The Cyber Resilience Centre for Wales (WCRC) predicts businesses across Wales will come under increasing threat from ransomware attacks as cybercriminals continue with this lucrative business model, and attacks becoming more sophisticated.
Detective Superintendent and Director of the WCRC Paul Peters, said: “This is a danger we have seen continue to grow over the course of 2021. Falling victim to this type of malicious software prevents businesses accessing their data, which can be crippling. But cybercriminals are also stealing data before encrypting, then threatening to release it giving them greater leverage when demanding payment of a ransom.”

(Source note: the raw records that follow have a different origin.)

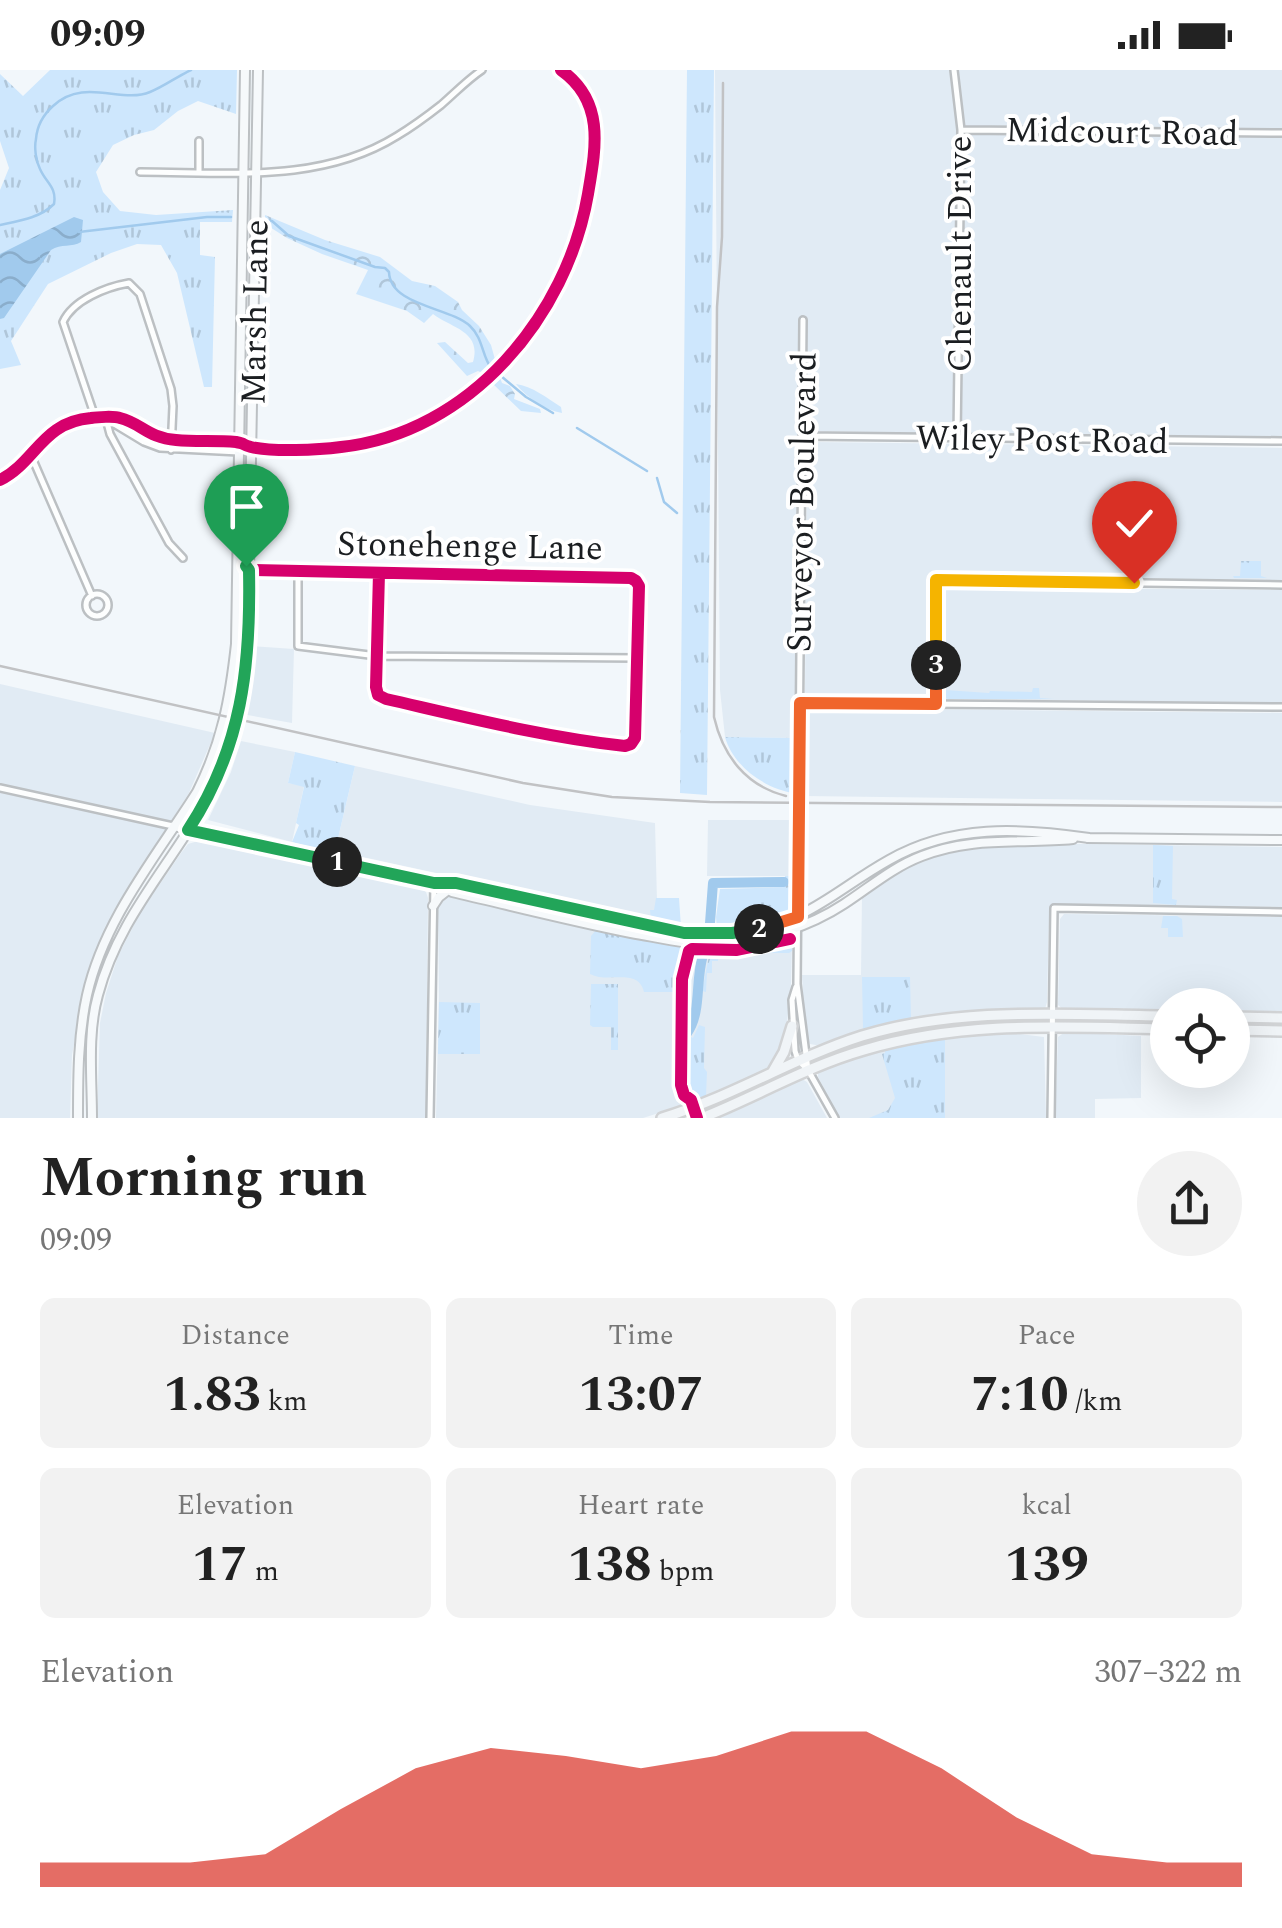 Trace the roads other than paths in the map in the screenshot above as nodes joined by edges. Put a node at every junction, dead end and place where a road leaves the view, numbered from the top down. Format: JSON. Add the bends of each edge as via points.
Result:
{"nodes":[{"id":1,"x":482,"y":70,"type":"edge"},
{"id":2,"x":561,"y":70,"type":"edge"},
{"id":3,"x":954,"y":70,"type":"edge"},
{"id":4,"x":258,"y":72,"type":"edge"},
{"id":5,"x":245,"y":73,"type":"edge"},
{"id":6,"x":961,"y":130,"type":"junction"},
{"id":7,"x":1282,"y":133,"type":"edge"},
{"id":8,"x":199,"y":141,"type":"dead end"},
{"id":9,"x":140,"y":172,"type":"dead end"},
{"id":10,"x":199,"y":172,"type":"junction"},
{"id":11,"x":256,"y":172,"type":"junction"},
{"id":12,"x":244,"y":173,"type":"junction"},
{"id":13,"x":803,"y":320,"type":"dead end"},
{"id":14,"x":95,"y":417,"type":"junction"},
{"id":15,"x":106,"y":418,"type":"junction"},
{"id":16,"x":802,"y":436,"type":"junction"},
{"id":17,"x":958,"y":438,"type":"junction"},
{"id":18,"x":172,"y":440,"type":"junction"},
{"id":19,"x":1282,"y":441,"type":"edge"},
{"id":20,"x":239,"y":447,"type":"junction"},
{"id":21,"x":253,"y":447,"type":"junction"},
{"id":22,"x":171,"y":450,"type":"junction"},
{"id":23,"x":30,"y":454,"type":"junction"},
{"id":24,"x":0,"y":480,"type":"edge"},
{"id":25,"x":237,"y":536,"type":"junction"},
{"id":26,"x":183,"y":558,"type":"dead end"},
{"id":27,"x":249,"y":570,"type":"junction"},
{"id":28,"x":298,"y":571,"type":"junction"},
{"id":29,"x":380,"y":573,"type":"junction"},
{"id":30,"x":1282,"y":585,"type":"edge"},
{"id":31,"x":92,"y":596,"type":"junction"},
{"id":32,"x":236,"y":599,"type":"junction"},
{"id":33,"x":377,"y":656,"type":"junction"},
{"id":34,"x":637,"y":658,"type":"junction"},
{"id":35,"x":800,"y":703,"type":"junction"},
{"id":36,"x":936,"y":704,"type":"junction"},
{"id":37,"x":1282,"y":707,"type":"edge"},
{"id":38,"x":0,"y":788,"type":"edge"},
{"id":39,"x":174,"y":826,"type":"junction"},
{"id":40,"x":188,"y":830,"type":"junction"},
{"id":41,"x":1282,"y":840,"type":"edge"},
{"id":42,"x":434,"y":883,"type":"junction"},
{"id":43,"x":448,"y":890,"type":"junction"},
{"id":44,"x":434,"y":906,"type":"junction"},
{"id":45,"x":1282,"y":912,"type":"edge"},
{"id":46,"x":798,"y":922,"type":"junction"},
{"id":47,"x":797,"y":984,"type":"junction"},
{"id":48,"x":1052,"y":1015,"type":"junction"},
{"id":49,"x":1150,"y":1016,"type":"edge"},
{"id":50,"x":1250,"y":1017,"type":"edge"},
{"id":51,"x":1282,"y":1018,"type":"edge"},
{"id":52,"x":918,"y":1023,"type":"junction"},
{"id":53,"x":792,"y":1026,"type":"junction"},
{"id":54,"x":1052,"y":1027,"type":"junction"},
{"id":55,"x":1150,"y":1027,"type":"edge"},
{"id":56,"x":1250,"y":1030,"type":"edge"},
{"id":57,"x":1279,"y":1030,"type":"edge"},
{"id":58,"x":920,"y":1035,"type":"junction"},
{"id":59,"x":803,"y":1058,"type":"junction"},
{"id":60,"x":808,"y":1070,"type":"junction"},
{"id":61,"x":772,"y":1073,"type":"junction"},
{"id":62,"x":78,"y":1118,"type":"edge"},
{"id":63,"x":92,"y":1118,"type":"edge"},
{"id":64,"x":430,"y":1118,"type":"edge"},
{"id":65,"x":662,"y":1118,"type":"edge"},
{"id":66,"x":702,"y":1118,"type":"edge"},
{"id":67,"x":835,"y":1118,"type":"edge"},
{"id":68,"x":1051,"y":1118,"type":"edge"}],
"edges":[{"from":1,"to":11,"type":"street","via":[[416,124],[367,152],[308,169]]},
{"from":2,"to":21,"type":"street","via":[[578,83],[594,116],[588,196],[554,294],[512,354],[452,408],[403,431],[341,447]]},
{"from":3,"to":6,"type":"street","name":"Chenault Drive"},
{"from":4,"to":11,"type":"main road","name":"Marsh Lane"},
{"from":5,"to":12,"type":"main road","name":"Marsh Lane"},
{"from":6,"to":7,"type":"street","name":"Midcourt Road"},
{"from":6,"to":17,"type":"street","name":"Chenault Drive"},
{"from":8,"to":10,"type":"street"},
{"from":9,"to":10,"type":"street"},
{"from":10,"to":12,"type":"street"},
{"from":11,"to":12,"type":"street"},
{"from":11,"to":21,"type":"main road","name":"Marsh Lane"},
{"from":12,"to":20,"type":"main road","name":"Marsh Lane"},
{"from":13,"to":16,"type":"street","name":"Surveyor Boulevard"},
{"from":14,"to":15,"type":"street"},
{"from":14,"to":18,"type":"street","via":[[63,322],[80,303],[129,283],[140,294],[171,389]]},
{"from":14,"to":23,"type":"street","via":[[59,428]]},
{"from":15,"to":18,"type":"street","via":[[118,416]]},
{"from":15,"to":22,"type":"street"},
{"from":15,"to":26,"type":"street"},
{"from":16,"to":17,"type":"street","name":"Wiley Post Road"},
{"from":16,"to":35,"type":"street","name":"Surveyor Boulevard"},
{"from":17,"to":19,"type":"street","name":"Wiley Post Road"},
{"from":18,"to":20,"type":"street"},
{"from":18,"to":22,"type":"street"},
{"from":20,"to":21,"type":"street"},
{"from":20,"to":22,"type":"street"},
{"from":20,"to":25,"type":"main road","name":"Marsh Lane"},
{"from":21,"to":27,"type":"main road","name":"Marsh Lane"},
{"from":23,"to":24,"type":"street"},
{"from":23,"to":31,"type":"street"},
{"from":25,"to":27,"type":"main road"},
{"from":25,"to":32,"type":"main road","name":"Marsh Lane"},
{"from":27,"to":28,"type":"street","name":"Stonehenge Lane"},
{"from":27,"to":32,"type":"main road"},
{"from":27,"to":40,"type":"main road","name":"Marsh Lane","via":[[249,646],[230,745]]},
{"from":28,"to":29,"type":"street","name":"Stonehenge Lane"},
{"from":28,"to":33,"type":"street","via":[[298,646]]},
{"from":29,"to":33,"type":"street"},
{"from":29,"to":34,"type":"street","name":"Stonehenge Lane","via":[[631,578],[639,586]]},
{"from":30,"to":36,"type":"street","via":[[936,580]]},
{"from":31,"to":31,"type":"street","via":[[89,612],[100,616],[108,608],[104,597]]},
{"from":32,"to":39,"type":"main road","name":"Marsh Lane","via":[[232,680],[219,743]]},
{"from":33,"to":34,"type":"street"},
{"from":33,"to":34,"type":"street","via":[[376,687],[386,699],[625,746],[635,738]]},
{"from":35,"to":36,"type":"street"},
{"from":35,"to":46,"type":"street","name":"Surveyor Boulevard"},
{"from":36,"to":37,"type":"street"},
{"from":38,"to":39,"type":"street"},
{"from":39,"to":40,"type":"main road"},
{"from":39,"to":62,"type":"main road","name":"Marsh Lane","via":[[102,948],[78,1052]]},
{"from":40,"to":42,"type":"main road"},
{"from":40,"to":63,"type":"main road","name":"Marsh Lane","via":[[130,918],[100,988],[92,1036]]},
{"from":41,"to":46,"type":"main road","via":[[990,830],[945,838],[906,857],[842,905]]},
{"from":42,"to":43,"type":"main road"},
{"from":42,"to":44,"type":"street"},
{"from":42,"to":46,"type":"main road","via":[[684,933]]},
{"from":43,"to":44,"type":"main road"},
{"from":43,"to":46,"type":"main road","via":[[696,944],[748,940]]},
{"from":44,"to":64,"type":"street"},
{"from":45,"to":48,"type":"street","via":[[1054,908]]},
{"from":46,"to":47,"type":"street","name":"Surveyor Boulevard"},
{"from":47,"to":53,"type":"street","name":"Surveyor Boulevard"},
{"from":47,"to":59,"type":"street","name":"Surveyor Boulevard"},
{"from":48,"to":49,"type":"main road"},
{"from":48,"to":52,"type":"main road"},
{"from":48,"to":54,"type":"street"},
{"from":50,"to":51,"type":"main road"},
{"from":52,"to":58,"type":"main road"},
{"from":52,"to":59,"type":"main road"},
{"from":53,"to":59,"type":"street","name":"Surveyor Boulevard"},
{"from":53,"to":61,"type":"main road"},
{"from":54,"to":55,"type":"main road"},
{"from":54,"to":58,"type":"main road"},
{"from":54,"to":68,"type":"street"},
{"from":56,"to":57,"type":"main road"},
{"from":58,"to":60,"type":"main road"},
{"from":59,"to":60,"type":"street"},
{"from":59,"to":61,"type":"main road"},
{"from":60,"to":66,"type":"main road"},
{"from":60,"to":67,"type":"street"},
{"from":61,"to":65,"type":"main road"}]}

The WCRC was set up in April this year as part of a network of centres across the UK to provide businesses and organisations with an affordable way to access cyber security services and guidance through membership to help protect themselves from attack. Since it launched more and more SMEs in the region are recognising the importance of being cyber resilient, with the centre recently passing the 200th-member mark.

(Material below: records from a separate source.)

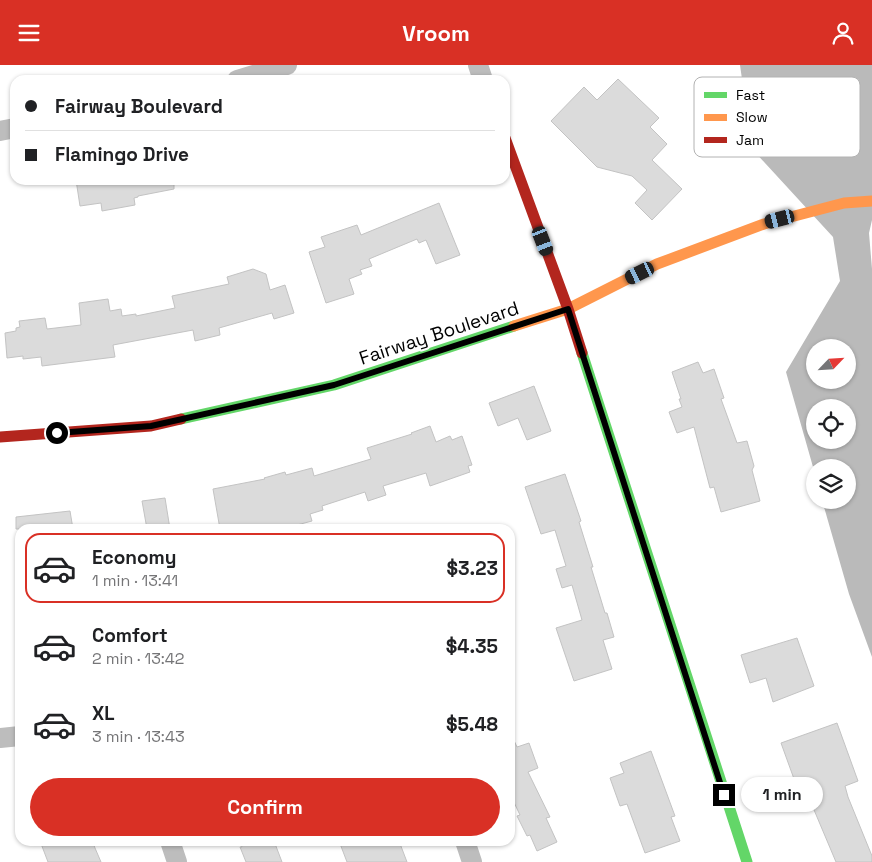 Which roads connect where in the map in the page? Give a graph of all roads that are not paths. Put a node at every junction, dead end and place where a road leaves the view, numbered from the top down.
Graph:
1 (287, 65) edge
2 (254, 75) edge
3 (510, 152) edge
4 (872, 201) edge
5 (568, 309) junction
6 (0, 437) edge
7 (15, 736) edge
8 (0, 738) edge
9 (172, 846) edge
10 (467, 846) edge
11 (177, 862) edge
12 (472, 862) edge
13 (747, 862) edge

1 - 2 street
3 - 5 street
4 - 5 street, Fairway Boulevard
5 - 6 street, Fairway Boulevard
5 - 13 street
7 - 8 street
9 - 11 street
10 - 12 street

“I’m really pleased with the progress we are making but, in particular, the number of businesses we have managed to engage with. We have been focusing on SMEs, micro businesses and the third sector, and over three quarters of our members fall into these categories. Yet we can’t rest on our laurels, as there are many organisations out there that are leaving themselves vulnerable and our goal is to help them to protect themselves,” Paul continues.
“Although ransomware is the biggest threat, phishing is another risk and here at the centre we are hearing more and more reports of these types of emails becoming increasingly sophisticated. They appear to be more genuine and so more difficult to identify. Phishing emails are often the method used for delivering ransomware and other malware, but also can lead to business email compromise or other types of fraud.
“One of our members recently reported receiving a Welsh language phishing email, and another has had a targeted phishing email that appears to be from a recruitment company with some enticing job opportunities. So, as we enter the new year it continues to be crucial that we raise awareness of how to identify these emails and not fall victim to them.”
Paul recommends that by having a robust backup procedure in place, strong passwords with Two Factor authentication, and a strategy to raise awareness amongst staff, businesses and other organisations can significantly reduce the likelihood of falling victim to attacks.
“Many cybercriminals have recognised the advantage of approaching their victim through their supply chains, this year we have seen a number of these types of attack. For example, the July attack on US software solutions provider Kaseya. But don’t be fooled into thinking this only happens to the big companies, it also affects SMEs, micro businesses and charities here in Wales.
“In 2022 it will become increasing important that entire supply chains ensure they are not the cyber security weak link. In order to do this, businesses need to focus on raising their staff awareness so they can recognise a phishing attack as well as instigating basic cyber security measures,” concludes Paul.